## WORK ITEM
Exactly repeat all the records below, omitting the images they hold.

## Stored data entries
--------
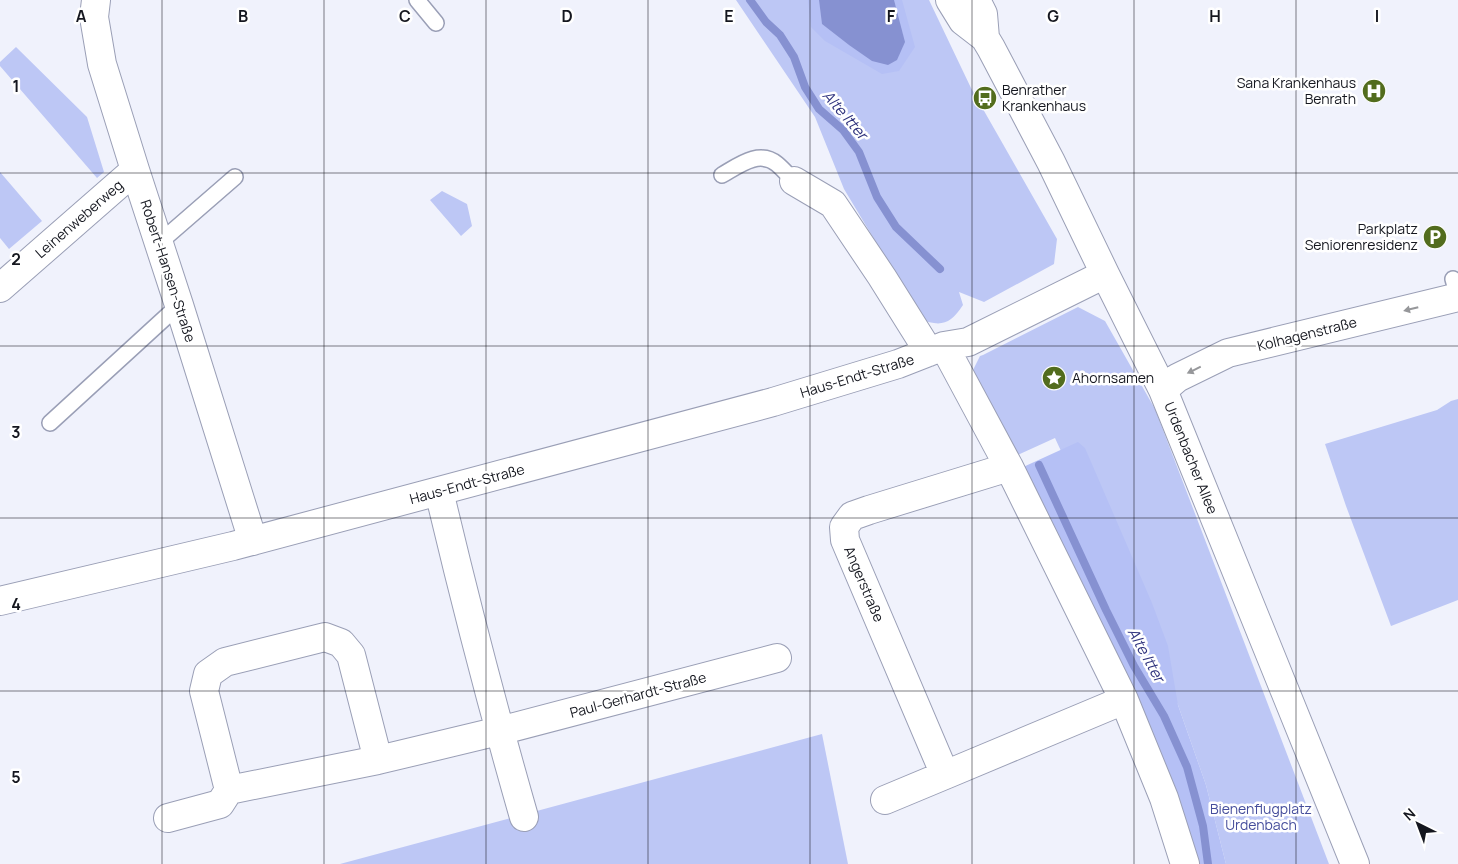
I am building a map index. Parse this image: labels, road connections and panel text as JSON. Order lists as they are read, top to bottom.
{
  "streets": {
    "street": [
      "Leinenweberweg",
      "Robert-Hansen-Straße",
      "Kolhagenstraße",
      "Haus-Endt-Straße",
      "Urdenbacher Allee",
      "Angerstraße",
      "Paul-Gerhardt-Straße"
    ]
  },
  "crossings": [
    ["Leinenweberweg", "Robert-Hansen-Straße"],
    ["Robert-Hansen-Straße", "Haus-Endt-Straße"],
    ["Kolhagenstraße", "Urdenbacher Allee"],
    ["Haus-Endt-Straße", "Urdenbacher Allee"]
  ],
  "one_way": ["Kolhagenstraße"],
  "water": ["Alte Itter"],
  "parks": ["Bienenflugplatz Urdenbach"],
  "places": {
    "hospital": ["Sana Krankenhaus Benrath"],
    "bus stop": ["Benrather Krankenhaus"],
    "parking": ["Parkplatz Seniorenresidenz"],
    "place": ["Ahornsamen"]
  },
  "north": "top left",
  "grid": {
    "columns": [
      "A",
      "B",
      "C",
      "D",
      "E",
      "F",
      "G",
      "H",
      "I"
    ],
    "rows": [
      "1",
      "2",
      "3",
      "4",
      "5"
    ]
  }
}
--------
## REPLY TO THE TASK
I am building a map index. Parse this image: labels, road connections and panel text as JSON. Order lists as they are read, top to bottom.
{
  "streets": {
    "street": [
      "Leinenweberweg",
      "Robert-Hansen-Straße",
      "Kolhagenstraße",
      "Haus-Endt-Straße",
      "Urdenbacher Allee",
      "Angerstraße",
      "Paul-Gerhardt-Straße"
    ]
  },
  "crossings": [
    ["Leinenweberweg", "Robert-Hansen-Straße"],
    ["Robert-Hansen-Straße", "Haus-Endt-Straße"],
    ["Kolhagenstraße", "Urdenbacher Allee"],
    ["Haus-Endt-Straße", "Urdenbacher Allee"]
  ],
  "one_way": ["Kolhagenstraße"],
  "water": ["Alte Itter"],
  "parks": ["Bienenflugplatz Urdenbach"],
  "places": {
    "hospital": ["Sana Krankenhaus Benrath"],
    "bus stop": ["Benrather Krankenhaus"],
    "parking": ["Parkplatz Seniorenresidenz"],
    "place": ["Ahornsamen"]
  },
  "north": "top left",
  "grid": {
    "columns": [
      "A",
      "B",
      "C",
      "D",
      "E",
      "F",
      "G",
      "H",
      "I"
    ],
    "rows": [
      "1",
      "2",
      "3",
      "4",
      "5"
    ]
  }
}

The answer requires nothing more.